The response should be an exact copy of every record.

BEGIN

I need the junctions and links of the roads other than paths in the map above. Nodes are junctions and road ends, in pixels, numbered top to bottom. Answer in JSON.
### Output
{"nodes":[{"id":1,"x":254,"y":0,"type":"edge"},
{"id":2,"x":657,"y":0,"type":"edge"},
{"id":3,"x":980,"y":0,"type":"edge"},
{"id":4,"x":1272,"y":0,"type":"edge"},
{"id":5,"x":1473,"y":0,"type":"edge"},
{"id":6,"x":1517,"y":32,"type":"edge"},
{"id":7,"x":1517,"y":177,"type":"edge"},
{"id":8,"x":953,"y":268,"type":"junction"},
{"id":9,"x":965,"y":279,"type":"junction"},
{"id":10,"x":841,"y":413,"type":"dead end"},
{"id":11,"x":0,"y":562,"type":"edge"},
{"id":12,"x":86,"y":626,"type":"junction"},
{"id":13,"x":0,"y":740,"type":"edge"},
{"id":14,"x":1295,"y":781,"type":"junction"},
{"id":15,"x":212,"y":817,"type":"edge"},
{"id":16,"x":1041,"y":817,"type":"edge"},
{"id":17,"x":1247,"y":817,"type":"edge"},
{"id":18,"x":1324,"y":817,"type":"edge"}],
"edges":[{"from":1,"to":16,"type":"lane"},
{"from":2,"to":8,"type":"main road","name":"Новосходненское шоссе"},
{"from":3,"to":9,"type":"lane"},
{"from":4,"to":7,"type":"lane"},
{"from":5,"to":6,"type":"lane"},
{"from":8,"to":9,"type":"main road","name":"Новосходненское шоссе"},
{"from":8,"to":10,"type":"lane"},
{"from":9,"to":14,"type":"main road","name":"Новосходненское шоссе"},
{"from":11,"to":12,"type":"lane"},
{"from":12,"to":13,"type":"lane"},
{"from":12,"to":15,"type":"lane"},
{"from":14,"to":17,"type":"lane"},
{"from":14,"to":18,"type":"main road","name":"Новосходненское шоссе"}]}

END

**SOLUTION TO THIS PROBLEM:**
I need the junctions and links of the roads other than paths in the map above. Nodes are junctions and road ends, in pixels, numbered top to bottom. Answer in JSON.
### Output
{"nodes":[{"id":1,"x":254,"y":0,"type":"edge"},
{"id":2,"x":657,"y":0,"type":"edge"},
{"id":3,"x":980,"y":0,"type":"edge"},
{"id":4,"x":1272,"y":0,"type":"edge"},
{"id":5,"x":1473,"y":0,"type":"edge"},
{"id":6,"x":1517,"y":32,"type":"edge"},
{"id":7,"x":1517,"y":177,"type":"edge"},
{"id":8,"x":953,"y":268,"type":"junction"},
{"id":9,"x":965,"y":279,"type":"junction"},
{"id":10,"x":841,"y":413,"type":"dead end"},
{"id":11,"x":0,"y":562,"type":"edge"},
{"id":12,"x":86,"y":626,"type":"junction"},
{"id":13,"x":0,"y":740,"type":"edge"},
{"id":14,"x":1295,"y":781,"type":"junction"},
{"id":15,"x":212,"y":817,"type":"edge"},
{"id":16,"x":1041,"y":817,"type":"edge"},
{"id":17,"x":1247,"y":817,"type":"edge"},
{"id":18,"x":1324,"y":817,"type":"edge"}],
"edges":[{"from":1,"to":16,"type":"lane"},
{"from":2,"to":8,"type":"main road","name":"Новосходненское шоссе"},
{"from":3,"to":9,"type":"lane"},
{"from":4,"to":7,"type":"lane"},
{"from":5,"to":6,"type":"lane"},
{"from":8,"to":9,"type":"main road","name":"Новосходненское шоссе"},
{"from":8,"to":10,"type":"lane"},
{"from":9,"to":14,"type":"main road","name":"Новосходненское шоссе"},
{"from":11,"to":12,"type":"lane"},
{"from":12,"to":13,"type":"lane"},
{"from":12,"to":15,"type":"lane"},
{"from":14,"to":17,"type":"lane"},
{"from":14,"to":18,"type":"main road","name":"Новосходненское шоссе"}]}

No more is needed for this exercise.